From the first line to the last, transcribe the data exactly.
THE DATA below:
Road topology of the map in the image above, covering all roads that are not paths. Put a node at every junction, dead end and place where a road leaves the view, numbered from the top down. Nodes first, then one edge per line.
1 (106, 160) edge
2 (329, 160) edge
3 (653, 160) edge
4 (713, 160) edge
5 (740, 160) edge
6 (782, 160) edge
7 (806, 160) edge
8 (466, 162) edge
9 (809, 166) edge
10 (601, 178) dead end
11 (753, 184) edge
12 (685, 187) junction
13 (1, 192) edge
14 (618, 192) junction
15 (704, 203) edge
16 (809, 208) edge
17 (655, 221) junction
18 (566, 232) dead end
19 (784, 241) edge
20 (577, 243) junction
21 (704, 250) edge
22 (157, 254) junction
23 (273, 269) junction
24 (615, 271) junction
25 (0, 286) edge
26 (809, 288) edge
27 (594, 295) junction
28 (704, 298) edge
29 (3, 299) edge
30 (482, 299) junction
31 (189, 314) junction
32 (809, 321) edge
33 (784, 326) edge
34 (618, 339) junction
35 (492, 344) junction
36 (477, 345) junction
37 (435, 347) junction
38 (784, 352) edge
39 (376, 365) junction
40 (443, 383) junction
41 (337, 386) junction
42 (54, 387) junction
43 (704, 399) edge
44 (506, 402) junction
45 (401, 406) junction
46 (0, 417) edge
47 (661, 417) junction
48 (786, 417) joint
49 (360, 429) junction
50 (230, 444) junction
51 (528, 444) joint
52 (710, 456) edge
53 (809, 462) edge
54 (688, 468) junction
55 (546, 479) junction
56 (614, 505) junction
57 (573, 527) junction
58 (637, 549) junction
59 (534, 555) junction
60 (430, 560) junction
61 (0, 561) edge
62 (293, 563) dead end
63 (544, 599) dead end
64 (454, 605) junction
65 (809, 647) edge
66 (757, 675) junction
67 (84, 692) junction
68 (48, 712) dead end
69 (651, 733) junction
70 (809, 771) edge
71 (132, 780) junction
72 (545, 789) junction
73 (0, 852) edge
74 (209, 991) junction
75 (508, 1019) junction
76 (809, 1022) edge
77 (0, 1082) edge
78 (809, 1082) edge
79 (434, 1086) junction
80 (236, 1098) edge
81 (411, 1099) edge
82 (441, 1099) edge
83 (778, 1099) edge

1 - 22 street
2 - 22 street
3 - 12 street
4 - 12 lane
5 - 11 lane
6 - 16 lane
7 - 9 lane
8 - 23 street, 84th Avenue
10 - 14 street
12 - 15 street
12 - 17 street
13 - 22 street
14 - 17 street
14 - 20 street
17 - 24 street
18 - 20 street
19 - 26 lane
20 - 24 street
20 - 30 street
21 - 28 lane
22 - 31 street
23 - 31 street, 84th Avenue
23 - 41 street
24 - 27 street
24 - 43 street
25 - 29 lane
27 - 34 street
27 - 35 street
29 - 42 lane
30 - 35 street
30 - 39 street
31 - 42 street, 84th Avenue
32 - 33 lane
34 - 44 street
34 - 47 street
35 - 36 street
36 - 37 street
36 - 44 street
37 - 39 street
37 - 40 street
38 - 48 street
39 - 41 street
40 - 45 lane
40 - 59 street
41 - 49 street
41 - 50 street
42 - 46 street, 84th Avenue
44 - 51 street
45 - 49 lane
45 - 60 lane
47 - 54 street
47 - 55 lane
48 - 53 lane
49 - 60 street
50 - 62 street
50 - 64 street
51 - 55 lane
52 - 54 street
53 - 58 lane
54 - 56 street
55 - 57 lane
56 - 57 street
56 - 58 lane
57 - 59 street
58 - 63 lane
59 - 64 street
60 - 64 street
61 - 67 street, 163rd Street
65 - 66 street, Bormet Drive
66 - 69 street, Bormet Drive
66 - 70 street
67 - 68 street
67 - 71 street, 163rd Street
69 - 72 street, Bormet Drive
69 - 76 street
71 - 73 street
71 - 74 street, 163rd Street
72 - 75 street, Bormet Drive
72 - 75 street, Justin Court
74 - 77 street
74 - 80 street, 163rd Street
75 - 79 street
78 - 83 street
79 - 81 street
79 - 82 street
End of THE DATA.
**RESULT FOR THIS EXERCISE:**
Road topology of the map in the image above, covering all roads that are not paths. Put a node at every junction, dead end and place where a road leaves the view, numbered from the top down. Nodes first, then one edge per line.
1 (106, 160) edge
2 (329, 160) edge
3 (653, 160) edge
4 (713, 160) edge
5 (740, 160) edge
6 (782, 160) edge
7 (806, 160) edge
8 (466, 162) edge
9 (809, 166) edge
10 (601, 178) dead end
11 (753, 184) edge
12 (685, 187) junction
13 (1, 192) edge
14 (618, 192) junction
15 (704, 203) edge
16 (809, 208) edge
17 (655, 221) junction
18 (566, 232) dead end
19 (784, 241) edge
20 (577, 243) junction
21 (704, 250) edge
22 (157, 254) junction
23 (273, 269) junction
24 (615, 271) junction
25 (0, 286) edge
26 (809, 288) edge
27 (594, 295) junction
28 (704, 298) edge
29 (3, 299) edge
30 (482, 299) junction
31 (189, 314) junction
32 (809, 321) edge
33 (784, 326) edge
34 (618, 339) junction
35 (492, 344) junction
36 (477, 345) junction
37 (435, 347) junction
38 (784, 352) edge
39 (376, 365) junction
40 (443, 383) junction
41 (337, 386) junction
42 (54, 387) junction
43 (704, 399) edge
44 (506, 402) junction
45 (401, 406) junction
46 (0, 417) edge
47 (661, 417) junction
48 (786, 417) joint
49 (360, 429) junction
50 (230, 444) junction
51 (528, 444) joint
52 (710, 456) edge
53 (809, 462) edge
54 (688, 468) junction
55 (546, 479) junction
56 (614, 505) junction
57 (573, 527) junction
58 (637, 549) junction
59 (534, 555) junction
60 (430, 560) junction
61 (0, 561) edge
62 (293, 563) dead end
63 (544, 599) dead end
64 (454, 605) junction
65 (809, 647) edge
66 (757, 675) junction
67 (84, 692) junction
68 (48, 712) dead end
69 (651, 733) junction
70 (809, 771) edge
71 (132, 780) junction
72 (545, 789) junction
73 (0, 852) edge
74 (209, 991) junction
75 (508, 1019) junction
76 (809, 1022) edge
77 (0, 1082) edge
78 (809, 1082) edge
79 (434, 1086) junction
80 (236, 1098) edge
81 (411, 1099) edge
82 (441, 1099) edge
83 (778, 1099) edge

1 - 22 street
2 - 22 street
3 - 12 street
4 - 12 lane
5 - 11 lane
6 - 16 lane
7 - 9 lane
8 - 23 street, 84th Avenue
10 - 14 street
12 - 15 street
12 - 17 street
13 - 22 street
14 - 17 street
14 - 20 street
17 - 24 street
18 - 20 street
19 - 26 lane
20 - 24 street
20 - 30 street
21 - 28 lane
22 - 31 street
23 - 31 street, 84th Avenue
23 - 41 street
24 - 27 street
24 - 43 street
25 - 29 lane
27 - 34 street
27 - 35 street
29 - 42 lane
30 - 35 street
30 - 39 street
31 - 42 street, 84th Avenue
32 - 33 lane
34 - 44 street
34 - 47 street
35 - 36 street
36 - 37 street
36 - 44 street
37 - 39 street
37 - 40 street
38 - 48 street
39 - 41 street
40 - 45 lane
40 - 59 street
41 - 49 street
41 - 50 street
42 - 46 street, 84th Avenue
44 - 51 street
45 - 49 lane
45 - 60 lane
47 - 54 street
47 - 55 lane
48 - 53 lane
49 - 60 street
50 - 62 street
50 - 64 street
51 - 55 lane
52 - 54 street
53 - 58 lane
54 - 56 street
55 - 57 lane
56 - 57 street
56 - 58 lane
57 - 59 street
58 - 63 lane
59 - 64 street
60 - 64 street
61 - 67 street, 163rd Street
65 - 66 street, Bormet Drive
66 - 69 street, Bormet Drive
66 - 70 street
67 - 68 street
67 - 71 street, 163rd Street
69 - 72 street, Bormet Drive
69 - 76 street
71 - 73 street
71 - 74 street, 163rd Street
72 - 75 street, Bormet Drive
72 - 75 street, Justin Court
74 - 77 street
74 - 80 street, 163rd Street
75 - 79 street
78 - 83 street
79 - 81 street
79 - 82 street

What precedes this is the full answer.